I would personally look at boats with sythetic cores and avoid balsa cores. But it's a bit controversial. The insurance
brokers I spoke to, who deal with damaged boats every day, mentioned that the catamarans they've had significant claims which use balsa cores ofter were total write offs because of water
intrusion and extensive core
damage moving from fractured balsa allowing penetration of the water
far beyond the initial breach. I would tend to trust them as he's the one actually telling the owner his boat is unrepairable after looking at the repair estimates. Almost any catamaran
will have balsa cores in places where the angles are sharp or for certain areas of high stress. When I had drinks with the manager of Prout, he mentioned that he prefered balsa cores due to offgassing issues at different temperatures with synthetics, however when I mentioned that some manufacturers like PDQ
have used synthetics for almost 20 years now without delamination
problems, he did concede that a lot of it is quality control at the factory has to be very stringent for synthetic cored boats.

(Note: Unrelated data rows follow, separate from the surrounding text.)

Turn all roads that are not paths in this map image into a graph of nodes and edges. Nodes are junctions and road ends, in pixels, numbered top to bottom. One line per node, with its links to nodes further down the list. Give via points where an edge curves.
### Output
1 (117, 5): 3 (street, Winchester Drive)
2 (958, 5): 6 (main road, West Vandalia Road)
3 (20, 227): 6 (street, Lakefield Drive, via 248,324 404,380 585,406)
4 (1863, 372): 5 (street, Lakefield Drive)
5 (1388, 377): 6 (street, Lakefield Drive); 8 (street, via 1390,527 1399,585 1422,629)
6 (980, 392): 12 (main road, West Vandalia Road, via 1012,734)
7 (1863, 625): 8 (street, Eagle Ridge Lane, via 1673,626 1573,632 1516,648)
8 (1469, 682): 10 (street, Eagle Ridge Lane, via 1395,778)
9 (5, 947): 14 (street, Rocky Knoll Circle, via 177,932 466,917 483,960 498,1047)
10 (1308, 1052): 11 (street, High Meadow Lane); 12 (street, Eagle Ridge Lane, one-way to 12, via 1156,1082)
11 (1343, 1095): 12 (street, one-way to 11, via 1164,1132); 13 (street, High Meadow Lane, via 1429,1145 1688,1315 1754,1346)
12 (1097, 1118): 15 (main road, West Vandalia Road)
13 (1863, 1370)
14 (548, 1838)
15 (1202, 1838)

Point in fact, a lot of boats which have the "bad reputation" among brokers used synthetic cores to maintain a light weight and got that bad reputation because their 5+ year old boats were showing delamination
problems making them very difficult to sell. Typically now if a manufacturer is going to go for the extra costs of using a synthetic core
, especially in recent years, they've figured out how to do it correctly.
Regarding the water tight compartments, if you are at the Annapolis boat show
, step onto the PDQ
44 to see how they do it and use it as a baseline to compare other boats. I know it's out of your budget
, but I can also have you talk privately with some people at the boat show
who really know catamarans (former repair people).